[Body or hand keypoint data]
▬▬▬
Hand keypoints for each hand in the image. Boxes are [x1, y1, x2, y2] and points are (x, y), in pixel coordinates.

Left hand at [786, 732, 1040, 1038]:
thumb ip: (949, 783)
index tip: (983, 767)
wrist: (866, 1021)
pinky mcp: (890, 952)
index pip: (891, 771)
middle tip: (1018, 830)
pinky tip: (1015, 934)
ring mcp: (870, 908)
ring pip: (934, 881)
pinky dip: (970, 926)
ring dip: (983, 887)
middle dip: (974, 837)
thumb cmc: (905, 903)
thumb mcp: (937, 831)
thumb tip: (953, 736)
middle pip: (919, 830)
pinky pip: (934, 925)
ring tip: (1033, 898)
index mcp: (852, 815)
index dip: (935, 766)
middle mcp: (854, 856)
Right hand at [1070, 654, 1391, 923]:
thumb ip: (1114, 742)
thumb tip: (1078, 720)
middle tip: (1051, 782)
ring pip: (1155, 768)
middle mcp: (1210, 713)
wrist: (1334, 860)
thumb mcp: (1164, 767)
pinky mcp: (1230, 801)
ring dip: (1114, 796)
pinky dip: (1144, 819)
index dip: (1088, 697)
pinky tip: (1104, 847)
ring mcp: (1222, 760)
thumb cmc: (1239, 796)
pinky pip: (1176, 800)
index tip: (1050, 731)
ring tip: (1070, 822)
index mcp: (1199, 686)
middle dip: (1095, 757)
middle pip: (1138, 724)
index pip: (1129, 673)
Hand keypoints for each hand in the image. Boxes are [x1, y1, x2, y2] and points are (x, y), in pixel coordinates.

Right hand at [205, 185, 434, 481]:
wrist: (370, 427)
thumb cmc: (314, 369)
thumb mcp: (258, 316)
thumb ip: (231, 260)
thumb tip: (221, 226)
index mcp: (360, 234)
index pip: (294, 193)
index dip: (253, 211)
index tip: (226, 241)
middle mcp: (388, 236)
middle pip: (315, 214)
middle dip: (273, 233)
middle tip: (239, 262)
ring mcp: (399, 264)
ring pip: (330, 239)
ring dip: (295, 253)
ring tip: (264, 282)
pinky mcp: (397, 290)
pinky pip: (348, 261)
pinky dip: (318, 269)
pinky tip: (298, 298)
▬▬▬
-- Work to complete --
Give the data again in full, exactly.

-- Expected output --
Hand keypoints for each hand in the image. Boxes are [x1, y1, x2, y2] and points are (x, y), in pixel coordinates.

Left hand at [786, 732, 1040, 1038]:
thumb ip: (949, 783)
index tip: (983, 767)
wrist: (866, 1021)
pinky mcp: (890, 952)
index pip: (891, 771)
middle tip: (1018, 830)
pinky tip: (1015, 934)
ring mcp: (870, 908)
ring pip: (934, 881)
pinky dip: (970, 926)
ring dip: (983, 887)
middle dip: (974, 837)
thumb cmc: (905, 903)
thumb mcp: (937, 831)
thumb tip: (953, 736)
middle pip: (919, 830)
pinky pip: (934, 925)
ring tip: (1033, 898)
index mcp: (852, 815)
index dip: (935, 766)
middle mcp: (854, 856)
Right hand at [1070, 654, 1391, 923]:
thumb ip: (1114, 742)
thumb tip: (1078, 720)
middle tip: (1051, 782)
ring pip: (1155, 768)
middle mcp: (1210, 713)
wrist: (1334, 860)
thumb mcp: (1164, 767)
pinky mcp: (1230, 801)
ring dip: (1114, 796)
pinky dip: (1144, 819)
index dip: (1088, 697)
pinky tip: (1104, 847)
ring mcp: (1222, 760)
thumb cmc: (1239, 796)
pinky pip: (1176, 800)
index tip: (1050, 731)
ring tip: (1070, 822)
index mcp: (1199, 686)
middle dip: (1095, 757)
middle pip: (1138, 724)
index pip: (1129, 673)
Hand keypoints for each hand in the image. Boxes are [x1, y1, x2, y2] and points are (x, y), in pixel coordinates.

Right hand at [205, 185, 434, 481]:
wrist: (370, 427)
thumb cmc: (314, 369)
thumb mcp: (258, 316)
thumb ip: (231, 260)
thumb tip: (221, 226)
index mcp: (360, 234)
index pip: (294, 193)
index dip: (253, 211)
index tip: (226, 241)
middle mcp: (388, 236)
middle pip: (315, 214)
middle dip: (273, 233)
middle tip: (239, 262)
ring mcp: (399, 264)
ring pip: (330, 239)
ring dip: (295, 253)
ring tip: (264, 282)
pinky mcp: (397, 290)
pinky pip: (348, 261)
pinky dip: (318, 269)
pinky tip: (298, 298)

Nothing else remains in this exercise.